#### WHAT THE EXERCISE ASKS:
The word "node" marks the lines to copy; find all of them in the entries below.

= Beginning of Section =

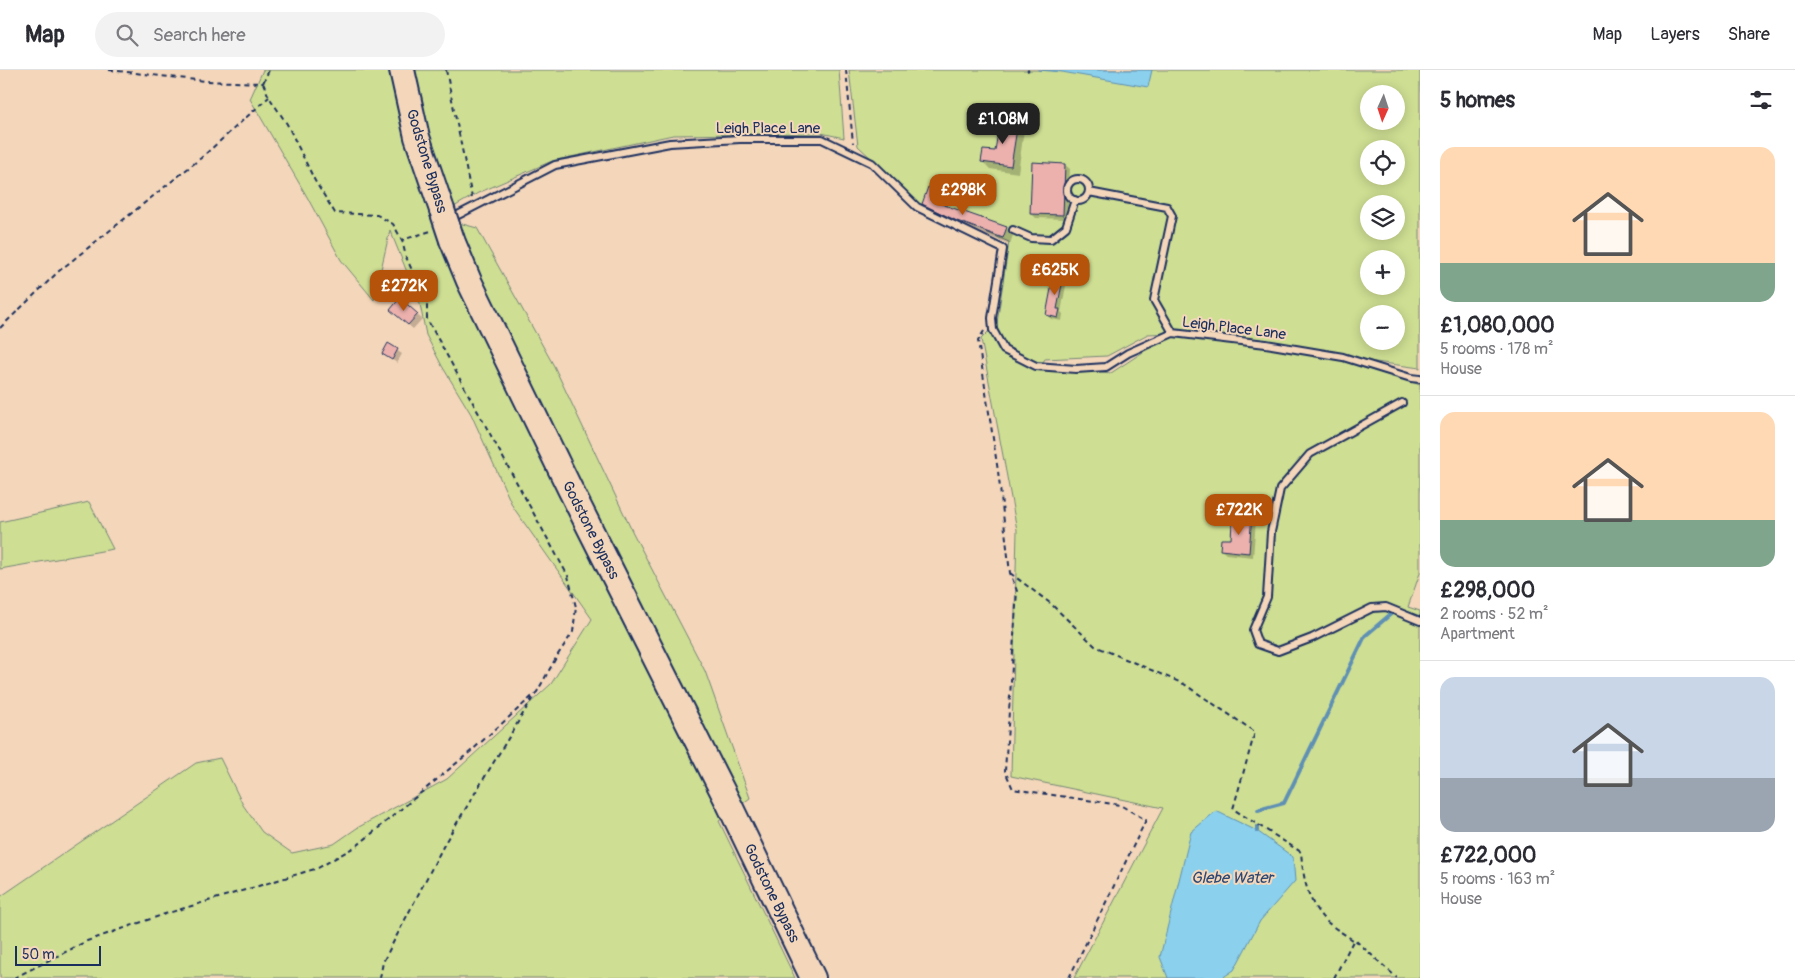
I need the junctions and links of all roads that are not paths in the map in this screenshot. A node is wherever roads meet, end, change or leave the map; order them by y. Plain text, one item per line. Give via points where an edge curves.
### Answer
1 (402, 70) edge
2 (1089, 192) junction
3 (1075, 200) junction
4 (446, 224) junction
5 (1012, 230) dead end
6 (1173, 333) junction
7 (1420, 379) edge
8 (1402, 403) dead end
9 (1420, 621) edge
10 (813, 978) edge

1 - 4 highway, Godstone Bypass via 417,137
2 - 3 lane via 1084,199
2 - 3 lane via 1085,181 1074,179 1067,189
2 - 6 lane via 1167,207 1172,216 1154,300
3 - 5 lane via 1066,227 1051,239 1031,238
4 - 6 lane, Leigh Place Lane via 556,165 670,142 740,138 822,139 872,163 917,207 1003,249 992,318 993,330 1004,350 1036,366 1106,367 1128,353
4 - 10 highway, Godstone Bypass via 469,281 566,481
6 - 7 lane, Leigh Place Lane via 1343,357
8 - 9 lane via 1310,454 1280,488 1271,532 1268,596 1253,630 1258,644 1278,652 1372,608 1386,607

= End of Section =
= Beginning of Section =

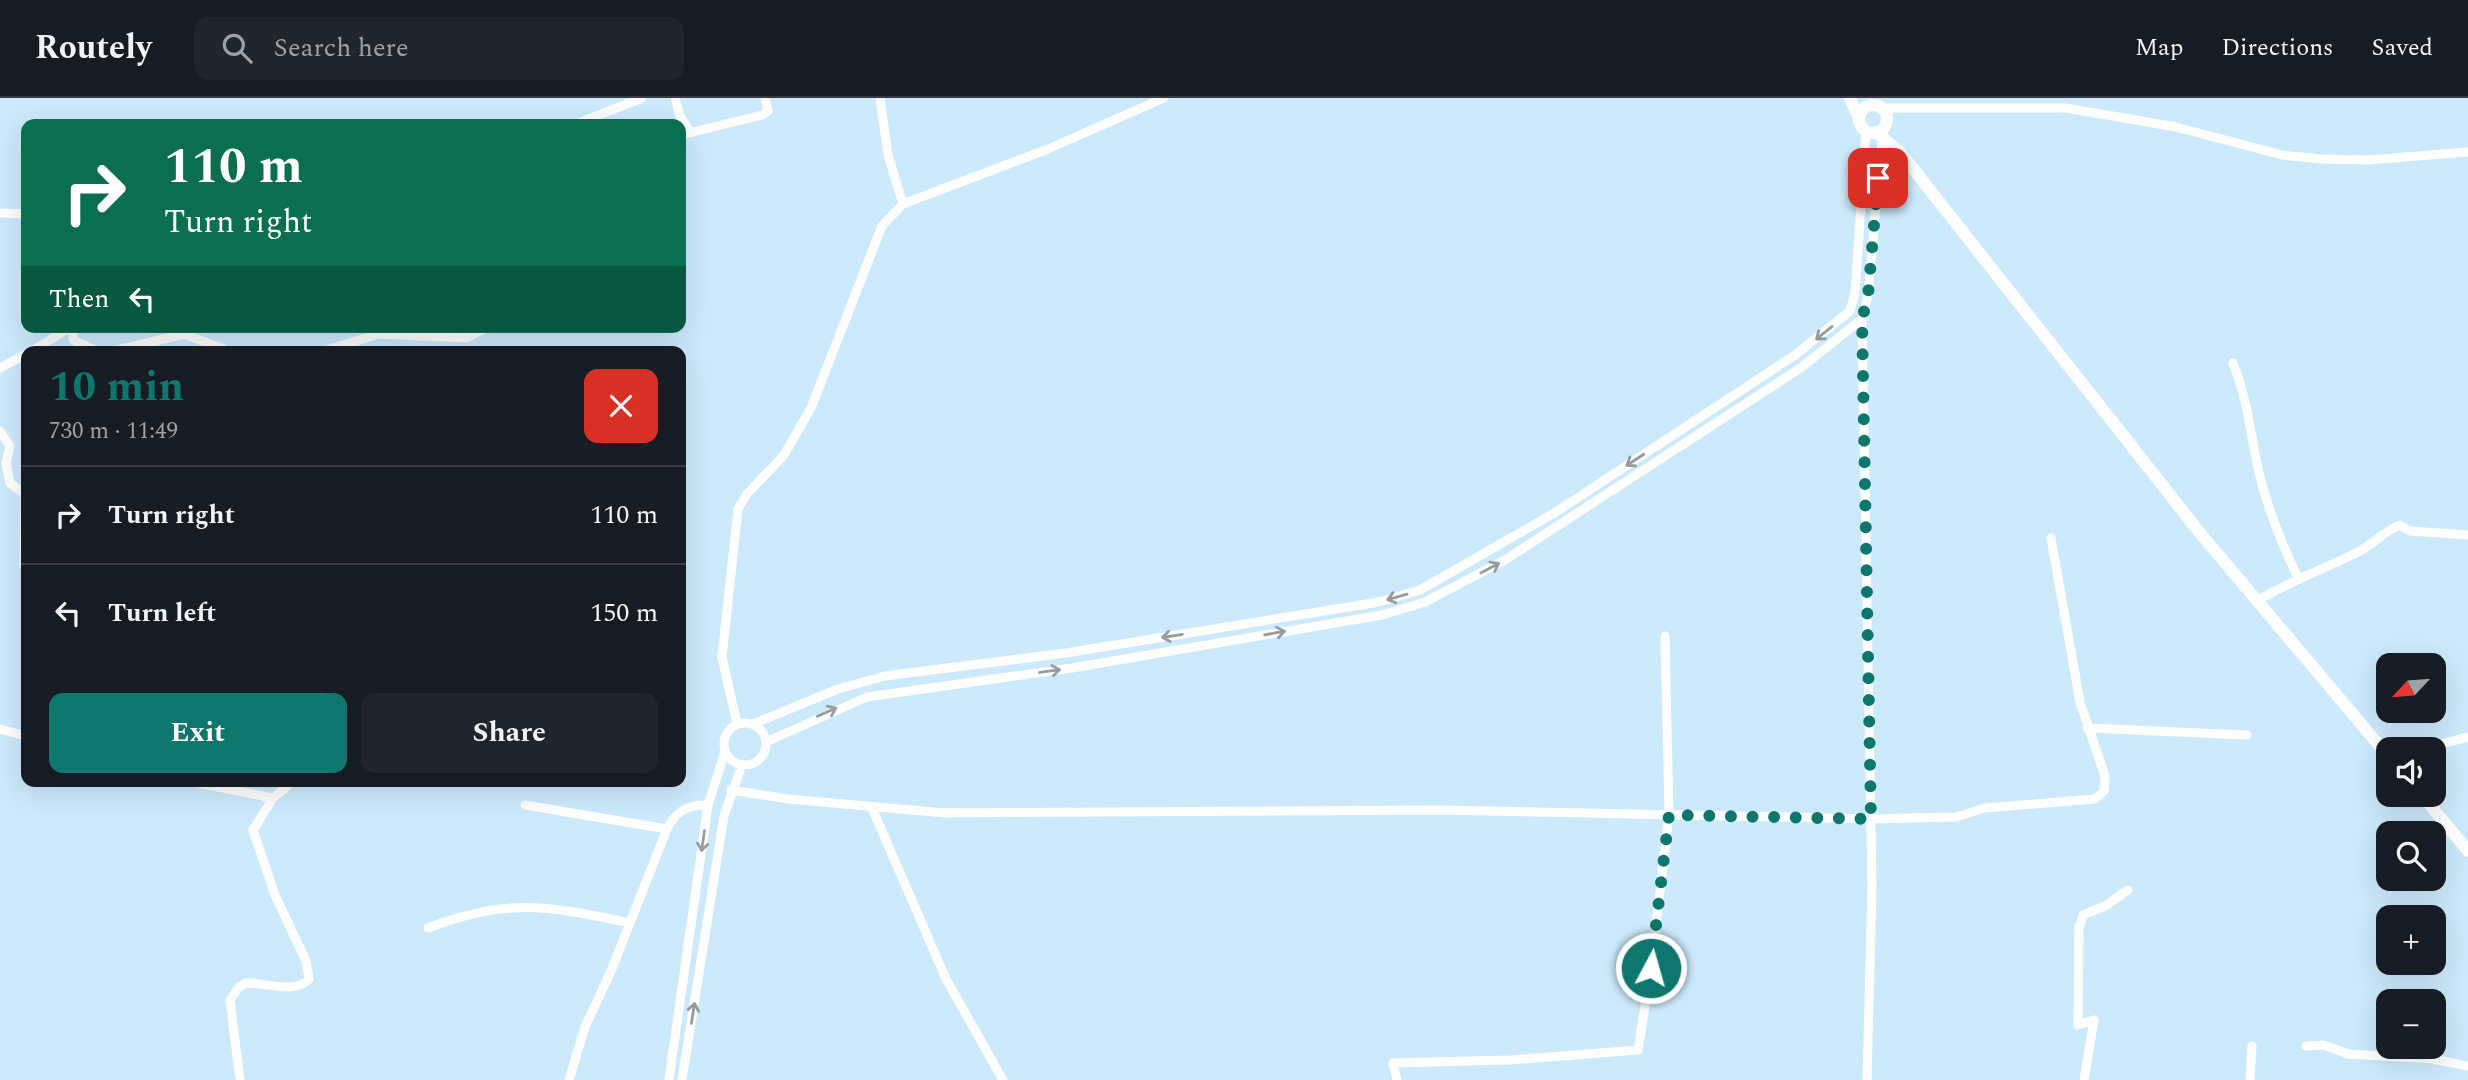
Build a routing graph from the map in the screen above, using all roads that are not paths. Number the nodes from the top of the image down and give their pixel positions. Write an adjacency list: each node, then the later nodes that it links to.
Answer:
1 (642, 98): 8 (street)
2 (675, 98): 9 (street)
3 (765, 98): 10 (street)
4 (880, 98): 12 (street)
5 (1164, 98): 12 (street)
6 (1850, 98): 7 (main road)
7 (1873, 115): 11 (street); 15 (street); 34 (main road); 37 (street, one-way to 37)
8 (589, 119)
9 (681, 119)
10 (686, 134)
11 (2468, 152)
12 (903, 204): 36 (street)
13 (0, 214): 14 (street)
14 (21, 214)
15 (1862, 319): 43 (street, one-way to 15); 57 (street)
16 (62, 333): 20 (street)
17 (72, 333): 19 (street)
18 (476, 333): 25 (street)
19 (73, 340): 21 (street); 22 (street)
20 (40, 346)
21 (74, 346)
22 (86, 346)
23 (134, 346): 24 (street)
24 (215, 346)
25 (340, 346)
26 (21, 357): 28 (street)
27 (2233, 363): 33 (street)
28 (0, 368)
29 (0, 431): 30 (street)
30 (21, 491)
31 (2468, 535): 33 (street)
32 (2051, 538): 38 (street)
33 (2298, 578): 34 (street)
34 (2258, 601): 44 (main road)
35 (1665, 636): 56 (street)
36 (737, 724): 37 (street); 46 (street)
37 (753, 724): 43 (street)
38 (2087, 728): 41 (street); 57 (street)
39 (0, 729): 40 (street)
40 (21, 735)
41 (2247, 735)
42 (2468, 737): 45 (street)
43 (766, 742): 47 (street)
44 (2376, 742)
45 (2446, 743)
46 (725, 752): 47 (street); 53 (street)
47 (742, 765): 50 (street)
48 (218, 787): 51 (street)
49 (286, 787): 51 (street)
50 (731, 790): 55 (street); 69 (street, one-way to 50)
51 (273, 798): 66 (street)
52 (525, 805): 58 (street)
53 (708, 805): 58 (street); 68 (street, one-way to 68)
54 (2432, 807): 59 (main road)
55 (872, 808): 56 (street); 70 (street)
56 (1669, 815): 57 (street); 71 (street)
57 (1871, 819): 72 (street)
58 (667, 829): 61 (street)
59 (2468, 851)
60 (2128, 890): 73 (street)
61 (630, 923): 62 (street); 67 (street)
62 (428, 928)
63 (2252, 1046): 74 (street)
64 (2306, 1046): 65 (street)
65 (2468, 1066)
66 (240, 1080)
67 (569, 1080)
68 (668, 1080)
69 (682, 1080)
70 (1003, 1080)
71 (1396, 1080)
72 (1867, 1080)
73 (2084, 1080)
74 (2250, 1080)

= End of Section =
= Beginning of Section =

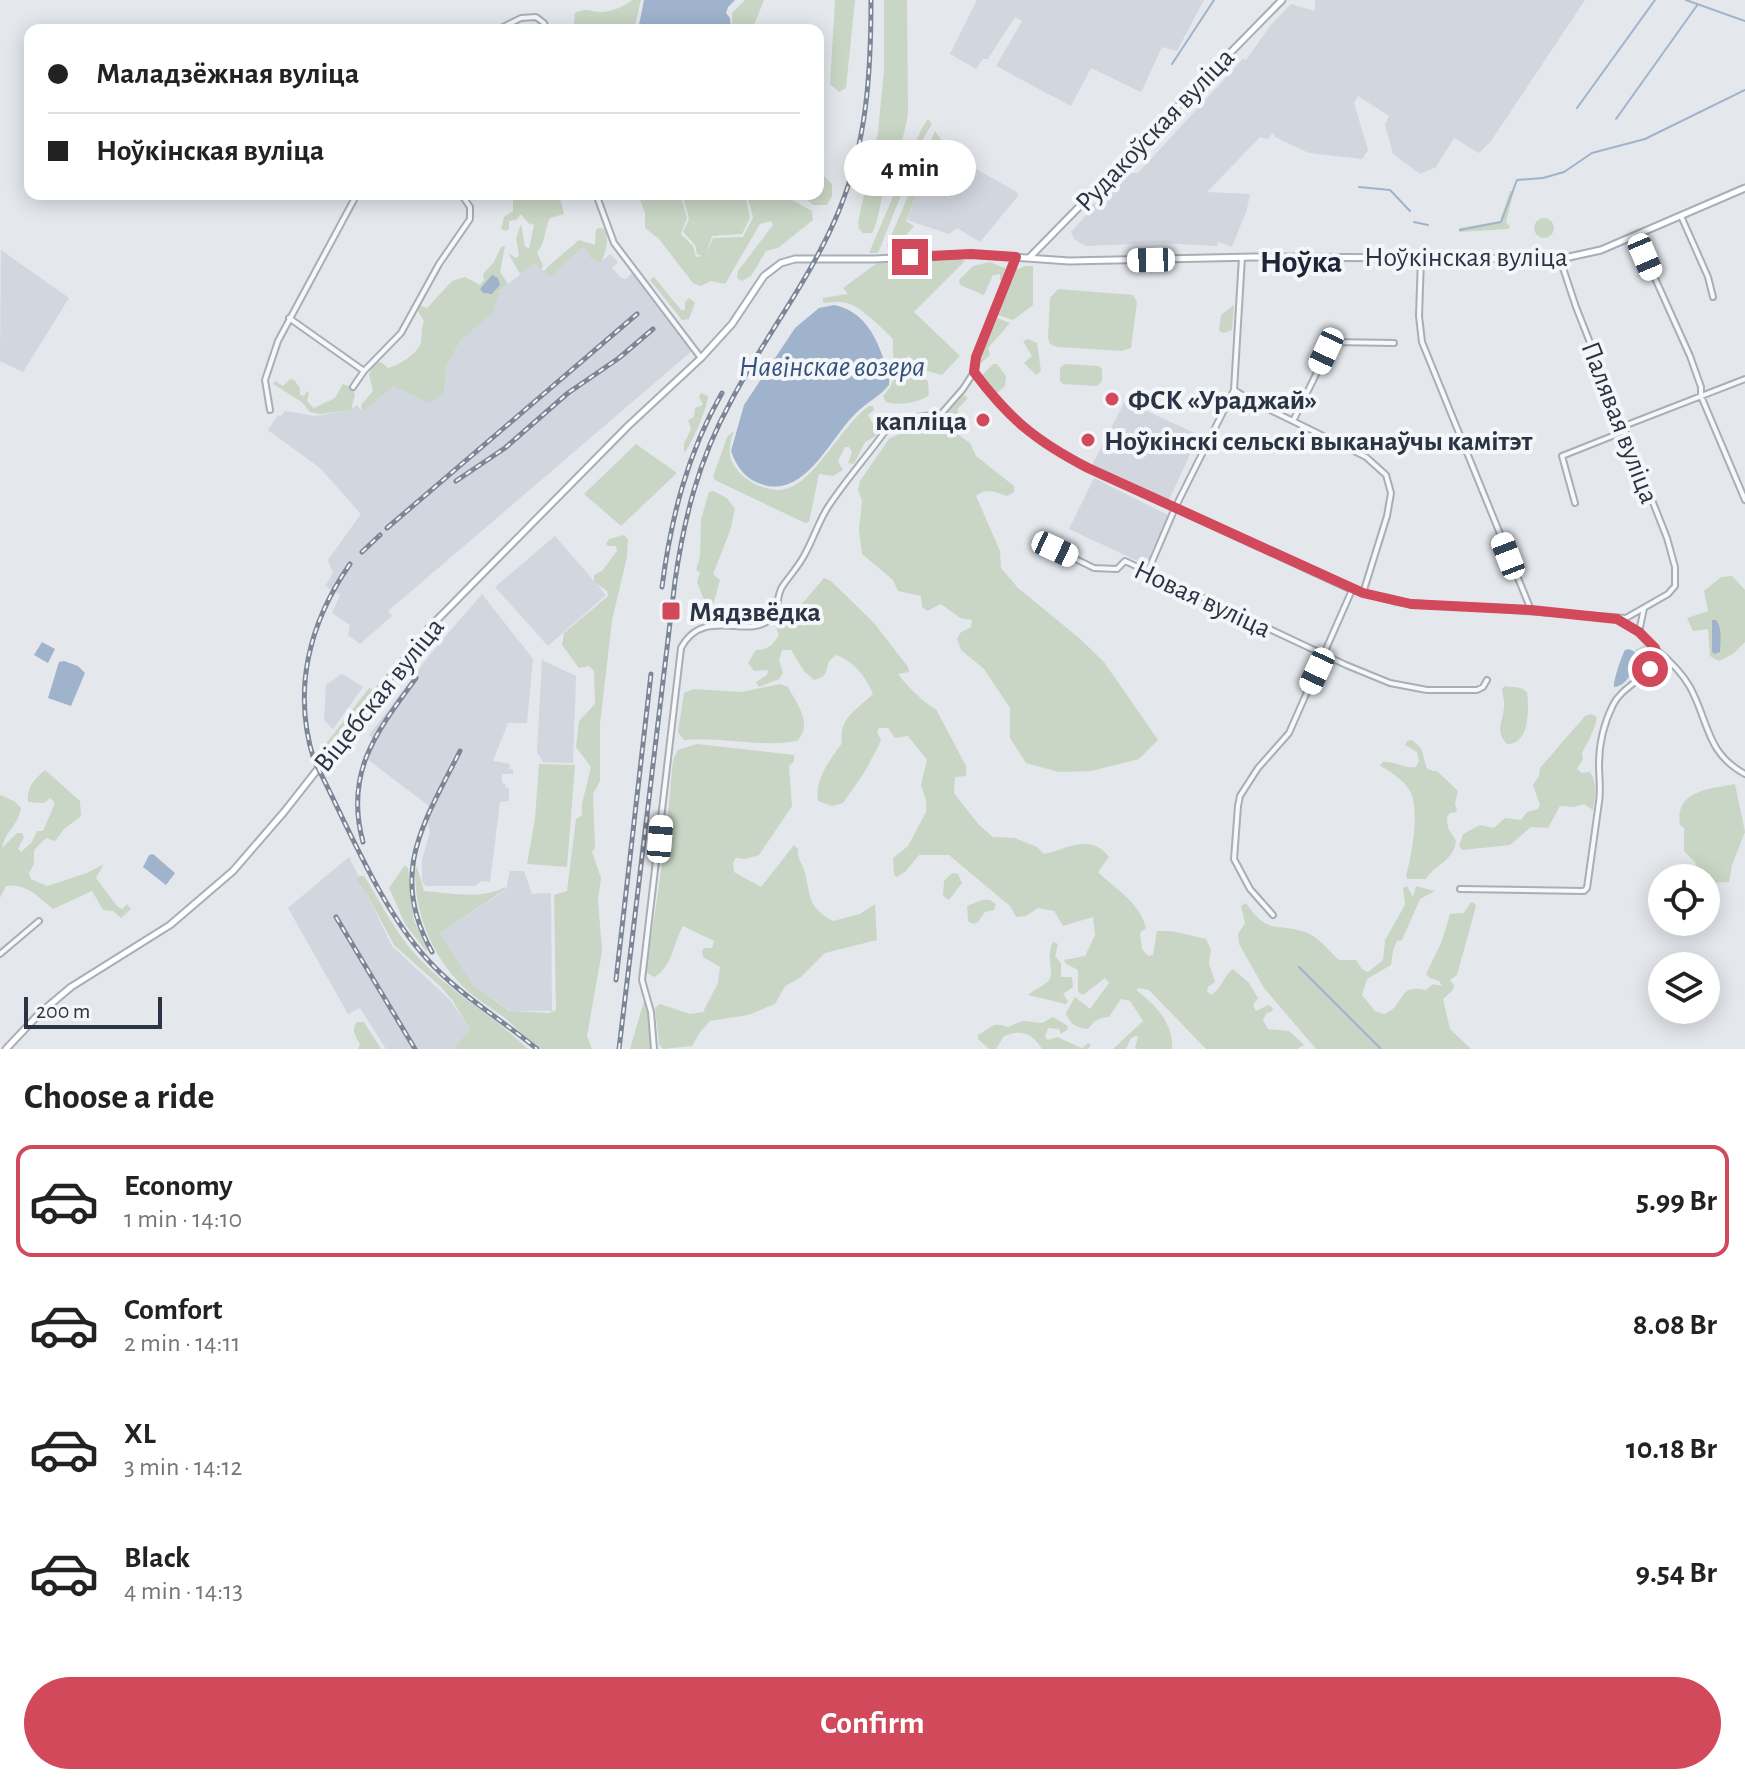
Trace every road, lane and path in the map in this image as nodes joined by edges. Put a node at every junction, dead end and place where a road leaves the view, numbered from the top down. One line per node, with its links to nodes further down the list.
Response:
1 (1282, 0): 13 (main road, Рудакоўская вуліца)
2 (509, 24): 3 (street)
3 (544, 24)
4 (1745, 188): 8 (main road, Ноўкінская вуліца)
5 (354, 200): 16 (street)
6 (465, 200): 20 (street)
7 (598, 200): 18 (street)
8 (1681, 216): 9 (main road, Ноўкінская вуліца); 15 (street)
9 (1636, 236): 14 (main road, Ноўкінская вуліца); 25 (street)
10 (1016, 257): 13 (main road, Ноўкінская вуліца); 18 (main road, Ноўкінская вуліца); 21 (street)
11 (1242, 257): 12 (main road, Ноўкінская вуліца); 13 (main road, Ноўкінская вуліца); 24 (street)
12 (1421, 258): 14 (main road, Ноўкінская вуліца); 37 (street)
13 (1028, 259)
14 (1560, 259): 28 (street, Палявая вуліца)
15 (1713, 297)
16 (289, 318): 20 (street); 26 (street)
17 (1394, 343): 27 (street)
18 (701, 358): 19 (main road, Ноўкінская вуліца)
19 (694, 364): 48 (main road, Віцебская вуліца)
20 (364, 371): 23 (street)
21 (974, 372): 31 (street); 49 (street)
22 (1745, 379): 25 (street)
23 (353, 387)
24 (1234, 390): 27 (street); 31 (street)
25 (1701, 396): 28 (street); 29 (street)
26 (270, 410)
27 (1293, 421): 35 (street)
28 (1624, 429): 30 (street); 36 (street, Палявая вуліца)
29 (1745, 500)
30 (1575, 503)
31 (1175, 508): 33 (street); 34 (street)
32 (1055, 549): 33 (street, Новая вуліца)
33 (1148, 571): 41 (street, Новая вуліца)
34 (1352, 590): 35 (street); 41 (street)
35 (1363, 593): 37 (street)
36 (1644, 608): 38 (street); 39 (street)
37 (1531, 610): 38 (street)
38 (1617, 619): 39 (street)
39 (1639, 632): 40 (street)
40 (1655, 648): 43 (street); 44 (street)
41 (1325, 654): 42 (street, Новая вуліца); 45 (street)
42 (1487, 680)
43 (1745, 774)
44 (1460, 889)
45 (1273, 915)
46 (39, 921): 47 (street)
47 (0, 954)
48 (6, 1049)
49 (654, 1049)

= End of Section =

#### RESPONSE BELOW:
I need the junctions and links of all roads that are not paths in the map in this screenshot. A node is wherever roads meet, end, change or leave the map; order them by y. Plain text, one item per line. Give via points where an edge curves.
Build a routing graph from the map in the screen above, using all roads that are not paths. Number the nodes from the top of the image down and give their pixel positions. Write an adjacency list: each node, then the later nodes that it links to.
Trace every road, lane and path in the map in this image as nodes joined by edges. Put a node at every junction, dead end and place where a road leaves the view, numbered from the top down. One line per node, with its links to nodes further down the list.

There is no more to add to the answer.